Ese día el joven Martin llegó sudoroso y
pálido a casa, y casi con el mismo gesto de asustado con que solía llegar
tantas veces. Nadie le preguntó nada porque ya era costumbre que el chico
entrara deprisa a refugiarse de los insultos y persecuciones de las que era
objeto habitual por parte de los compañeros del colegio desde que era tan
pequeño que apenas tenía memoria.
No había crecido
fuerte, era un muchacho esmirriado que no podía disimular su delgadez bajo la
ropa holgada que se ponía, tampoco era alto ni guapo, todo lo que sobresalía de
él eran defectos para los demás. Por eso siempre había sufrido el menosprecio,
no sólo de los de su edad, sino también de los adultos. Con el tiempo aprendió
que lo mejor era no enfrentarse y salir corriendo, ya tuvo una mala experiencia
de pequeño por encararse ante un grandullón del cole que le quitó el bocadillo
durante el recreo. Acabó magullado, sin bocadillo y encima la maestra le
castigó sin salir al patio durante varias semanas.
Su especialidad era salir corriendo, ya había
cogido la costumbre de huir ante la más mínima provocación. Sabía que estaba en
desventaja y también que no adelantaba nada quejándose porque nadie le había
hecho caso nunca, al revés, las veces que había intentado que los profesores, o
sus padres, le prestaran ayuda, las cosas se habían vuelto en su contra y aún
se metían más con él. Todos decían que tenía que espabilar y salir de los
problemas por sí mismo y su madre le repetía: “Ya sabes hijo, aquí el que no
corre, vuela”
Algunas veces, para que
no le pillasen, utilizaba pequeñas astucias que preparaba con antelación pero,
después de la sorpresa, el adversario se ensañaba aún más con él si no
conseguía escapar.
Estaba cansado, su
pequeño cuerpo siempre estaría en inferioridad, nunca dejarían de acosarle,
tendría que correr y correr sin parar.
Decidido a terminar de
una vez, pasara lo que pasara, ese día, casi dispuesto a morir, Martin se quedó
quieto frente al abusón de turno pensando en lo que le decían siempre los mayores;
si no corría, quizá pudiese volar. Y no hizo falta más que un pequeño empujón
de su contrincante para que el liviano cuerpo de Martin ascendiera como un
globo o como una pluma a la que eleva el aire, subiendo hasta una altura donde
era totalmente inaccesible.
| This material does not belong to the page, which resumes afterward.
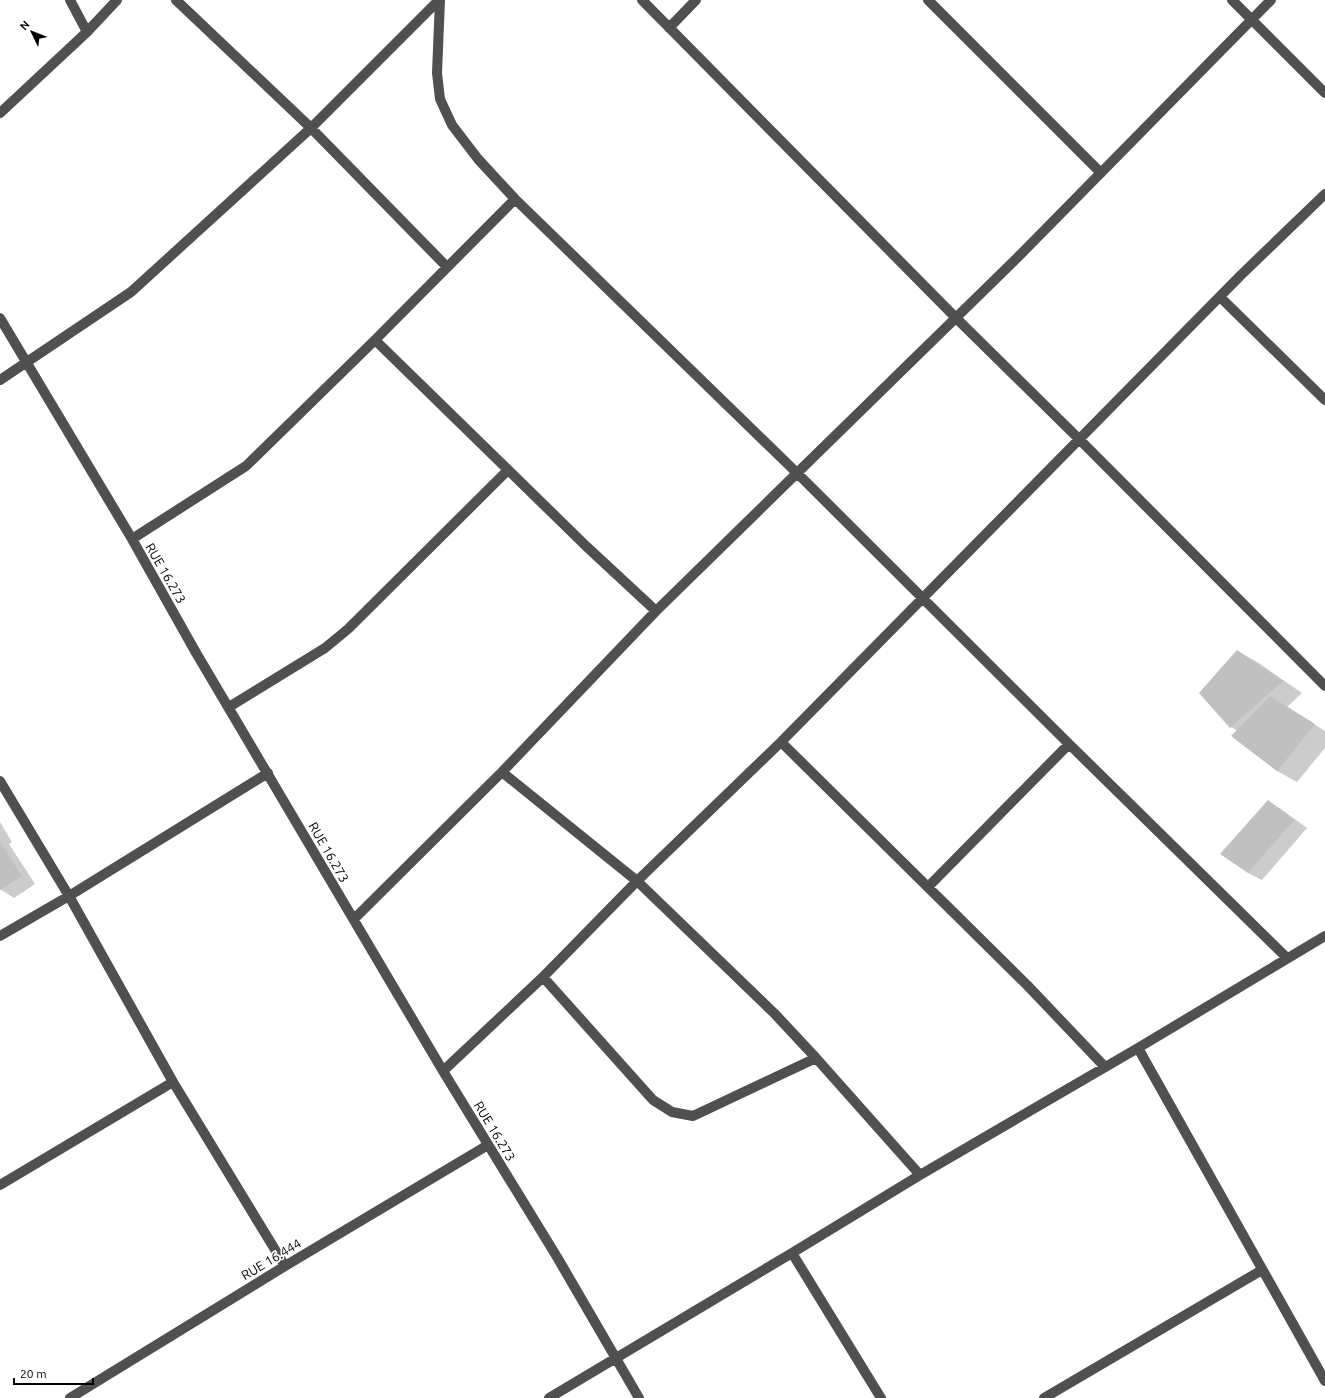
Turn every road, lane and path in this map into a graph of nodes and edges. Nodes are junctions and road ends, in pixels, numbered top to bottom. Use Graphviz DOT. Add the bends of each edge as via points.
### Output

Vio al otro chico mirándole perplejo desde abajo
mientras él apenas salía del asombro y conseguía hacerse con el control,
dirigiendo su vuelo hacia donde deseaba y sin subir demasiado por si le daba vértigo.
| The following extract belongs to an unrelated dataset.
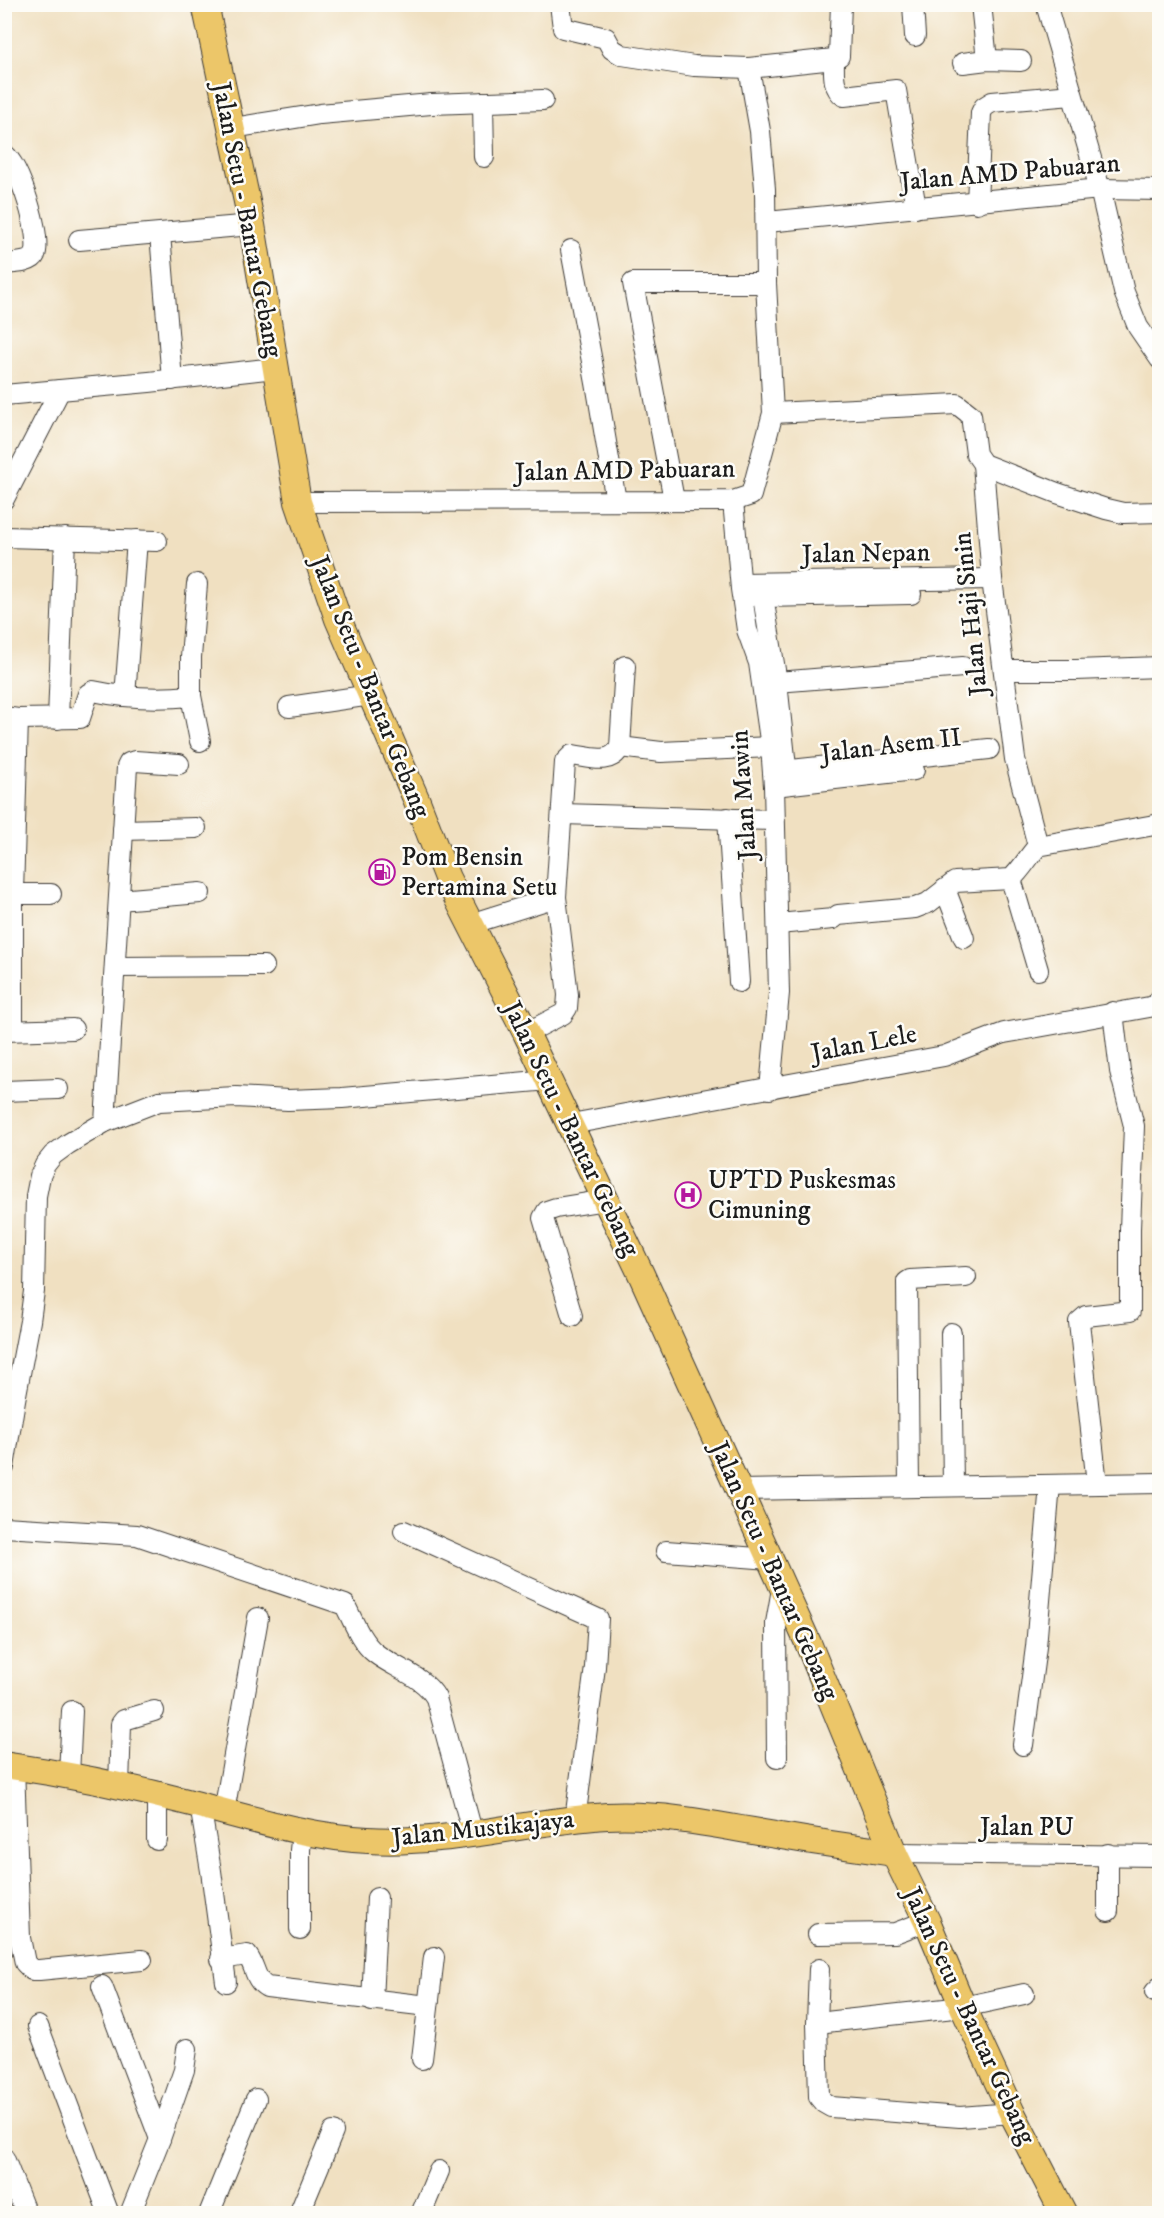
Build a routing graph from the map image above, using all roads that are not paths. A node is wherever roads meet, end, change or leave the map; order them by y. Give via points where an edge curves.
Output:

Antes de volar hacia su casa dio un rodeo por el pueblo, todos le miraban
extrañados y le señalaban, pero esta vez con admiración y envidia.
Convencido ya, de que
aquello estaba sucediendo de verdad pensó que lo mejor era probar a aterrizar
en algún sitio donde no le viera nadie y no demasiado lejos por si después no
podía volver a volar más. No le hizo falta nada más que idearlo y en unos
instantes estaba tomando tierra en un llano cerca de casa, allí donde se lo imaginara,
su cuerpo se dirigía, suavemente, sin tropezar. Una vez que puso los pies en el
suelo se sentó sobre la hierba para recapacitar y tomar aliento, fueron sólo
unos instantes, los que pudo aguantarse sin saber si podría repetirlo. No le
hizo falta abrir los brazos ni coger impulso, con sólo pensar que era tarde y
tenía que volver, su cuerpo se elevó y se dirigió a su casa.